Data in this exercise:
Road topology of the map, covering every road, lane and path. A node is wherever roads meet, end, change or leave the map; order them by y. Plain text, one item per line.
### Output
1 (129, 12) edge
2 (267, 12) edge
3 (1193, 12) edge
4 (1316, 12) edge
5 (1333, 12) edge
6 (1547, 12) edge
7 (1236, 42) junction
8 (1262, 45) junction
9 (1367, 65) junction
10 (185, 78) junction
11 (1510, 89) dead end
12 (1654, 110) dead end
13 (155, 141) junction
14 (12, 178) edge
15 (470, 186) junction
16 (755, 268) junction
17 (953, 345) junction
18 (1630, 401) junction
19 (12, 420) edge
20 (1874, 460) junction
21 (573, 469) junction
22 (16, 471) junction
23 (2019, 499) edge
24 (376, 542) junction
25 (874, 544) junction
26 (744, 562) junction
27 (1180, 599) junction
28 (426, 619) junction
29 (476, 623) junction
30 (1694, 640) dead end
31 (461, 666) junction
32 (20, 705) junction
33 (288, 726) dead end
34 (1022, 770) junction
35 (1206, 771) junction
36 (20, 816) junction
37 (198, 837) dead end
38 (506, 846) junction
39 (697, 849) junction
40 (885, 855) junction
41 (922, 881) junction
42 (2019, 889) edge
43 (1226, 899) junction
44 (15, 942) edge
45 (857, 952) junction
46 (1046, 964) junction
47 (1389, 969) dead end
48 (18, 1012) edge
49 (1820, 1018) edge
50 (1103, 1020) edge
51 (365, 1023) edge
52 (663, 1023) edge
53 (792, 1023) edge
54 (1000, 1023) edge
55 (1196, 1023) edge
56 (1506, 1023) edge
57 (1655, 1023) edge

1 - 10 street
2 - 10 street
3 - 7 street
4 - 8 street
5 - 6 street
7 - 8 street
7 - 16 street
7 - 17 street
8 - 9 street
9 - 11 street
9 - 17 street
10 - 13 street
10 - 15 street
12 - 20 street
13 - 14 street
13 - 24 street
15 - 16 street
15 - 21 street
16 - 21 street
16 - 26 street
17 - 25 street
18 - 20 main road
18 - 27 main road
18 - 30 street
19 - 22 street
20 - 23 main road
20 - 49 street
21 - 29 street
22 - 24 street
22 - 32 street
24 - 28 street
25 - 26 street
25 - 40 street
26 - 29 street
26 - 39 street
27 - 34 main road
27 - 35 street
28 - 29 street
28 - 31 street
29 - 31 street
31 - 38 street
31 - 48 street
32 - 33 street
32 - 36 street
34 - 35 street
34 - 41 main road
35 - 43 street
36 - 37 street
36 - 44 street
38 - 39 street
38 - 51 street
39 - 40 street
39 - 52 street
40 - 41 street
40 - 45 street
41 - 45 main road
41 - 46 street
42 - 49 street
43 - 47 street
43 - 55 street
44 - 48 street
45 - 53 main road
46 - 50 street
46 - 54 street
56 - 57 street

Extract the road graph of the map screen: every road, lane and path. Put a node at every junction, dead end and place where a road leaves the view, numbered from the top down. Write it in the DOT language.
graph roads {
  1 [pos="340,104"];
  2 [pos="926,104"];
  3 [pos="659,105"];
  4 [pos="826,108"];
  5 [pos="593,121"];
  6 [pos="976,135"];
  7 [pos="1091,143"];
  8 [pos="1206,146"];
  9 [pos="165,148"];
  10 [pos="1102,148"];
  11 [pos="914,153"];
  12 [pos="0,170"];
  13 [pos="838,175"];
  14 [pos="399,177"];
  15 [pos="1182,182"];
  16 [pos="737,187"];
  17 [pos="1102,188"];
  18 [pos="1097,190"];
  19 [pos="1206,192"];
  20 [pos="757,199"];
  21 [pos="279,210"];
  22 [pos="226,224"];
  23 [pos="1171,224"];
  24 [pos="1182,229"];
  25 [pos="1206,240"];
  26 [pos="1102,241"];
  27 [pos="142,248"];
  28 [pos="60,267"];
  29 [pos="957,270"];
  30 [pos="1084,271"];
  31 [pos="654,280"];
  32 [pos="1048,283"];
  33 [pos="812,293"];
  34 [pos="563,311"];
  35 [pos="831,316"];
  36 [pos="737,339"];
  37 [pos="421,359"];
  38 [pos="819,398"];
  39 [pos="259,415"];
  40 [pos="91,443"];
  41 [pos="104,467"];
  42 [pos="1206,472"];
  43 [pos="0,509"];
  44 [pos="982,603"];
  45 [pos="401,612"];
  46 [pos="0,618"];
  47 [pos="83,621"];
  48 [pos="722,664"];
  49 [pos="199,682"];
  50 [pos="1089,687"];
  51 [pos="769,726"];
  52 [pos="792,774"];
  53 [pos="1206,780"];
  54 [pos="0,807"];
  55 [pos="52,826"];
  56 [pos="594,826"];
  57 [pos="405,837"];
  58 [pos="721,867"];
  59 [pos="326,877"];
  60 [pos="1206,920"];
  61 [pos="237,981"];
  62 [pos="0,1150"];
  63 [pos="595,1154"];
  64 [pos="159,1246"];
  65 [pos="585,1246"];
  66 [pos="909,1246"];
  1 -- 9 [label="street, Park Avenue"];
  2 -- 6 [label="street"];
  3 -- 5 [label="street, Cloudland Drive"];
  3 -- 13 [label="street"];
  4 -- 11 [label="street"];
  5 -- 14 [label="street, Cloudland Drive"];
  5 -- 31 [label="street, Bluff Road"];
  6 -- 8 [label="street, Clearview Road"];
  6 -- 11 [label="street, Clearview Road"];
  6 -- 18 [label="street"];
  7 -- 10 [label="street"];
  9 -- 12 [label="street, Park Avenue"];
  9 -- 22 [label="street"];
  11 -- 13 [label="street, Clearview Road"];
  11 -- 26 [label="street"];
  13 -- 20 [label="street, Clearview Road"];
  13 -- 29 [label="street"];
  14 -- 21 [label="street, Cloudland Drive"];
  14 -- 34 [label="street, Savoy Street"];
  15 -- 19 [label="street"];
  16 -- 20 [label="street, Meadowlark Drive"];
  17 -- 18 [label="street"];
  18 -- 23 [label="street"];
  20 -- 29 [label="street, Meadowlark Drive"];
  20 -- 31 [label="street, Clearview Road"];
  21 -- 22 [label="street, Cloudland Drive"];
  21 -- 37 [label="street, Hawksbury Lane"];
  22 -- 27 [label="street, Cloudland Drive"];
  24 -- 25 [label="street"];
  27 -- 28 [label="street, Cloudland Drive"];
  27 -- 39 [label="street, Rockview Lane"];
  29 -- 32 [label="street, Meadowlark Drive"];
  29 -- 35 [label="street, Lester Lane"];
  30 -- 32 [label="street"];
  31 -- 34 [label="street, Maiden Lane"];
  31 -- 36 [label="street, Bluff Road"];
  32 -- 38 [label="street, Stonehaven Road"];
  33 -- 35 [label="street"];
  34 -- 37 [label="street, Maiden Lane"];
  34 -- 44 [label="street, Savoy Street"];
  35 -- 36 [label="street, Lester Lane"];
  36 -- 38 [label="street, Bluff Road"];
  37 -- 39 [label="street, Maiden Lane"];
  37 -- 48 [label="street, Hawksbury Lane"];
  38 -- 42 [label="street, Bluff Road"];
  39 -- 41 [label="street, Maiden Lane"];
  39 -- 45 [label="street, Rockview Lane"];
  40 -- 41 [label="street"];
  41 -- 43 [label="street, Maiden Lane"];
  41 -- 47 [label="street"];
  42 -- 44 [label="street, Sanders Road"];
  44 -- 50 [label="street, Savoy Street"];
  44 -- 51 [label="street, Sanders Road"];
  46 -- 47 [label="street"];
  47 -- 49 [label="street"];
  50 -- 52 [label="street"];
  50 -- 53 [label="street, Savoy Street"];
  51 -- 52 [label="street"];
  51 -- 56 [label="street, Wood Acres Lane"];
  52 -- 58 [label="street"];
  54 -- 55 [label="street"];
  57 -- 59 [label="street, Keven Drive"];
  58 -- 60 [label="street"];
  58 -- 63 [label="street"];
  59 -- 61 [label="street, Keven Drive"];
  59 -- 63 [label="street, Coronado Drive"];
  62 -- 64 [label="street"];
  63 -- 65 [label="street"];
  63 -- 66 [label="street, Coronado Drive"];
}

Problem: Show a copy of each line from the records above in which the string "node" occurs.

Output of the exercise:
Road topology of the map, covering every road, lane and path. A node is wherever roads meet, end, change or leave the map; order them by y. Plain text, one item per line.
Extract the road graph of the map screen: every road, lane and path. Put a node at every junction, dead end and place where a road leaves the view, numbered from the top down. Write it in the DOT language.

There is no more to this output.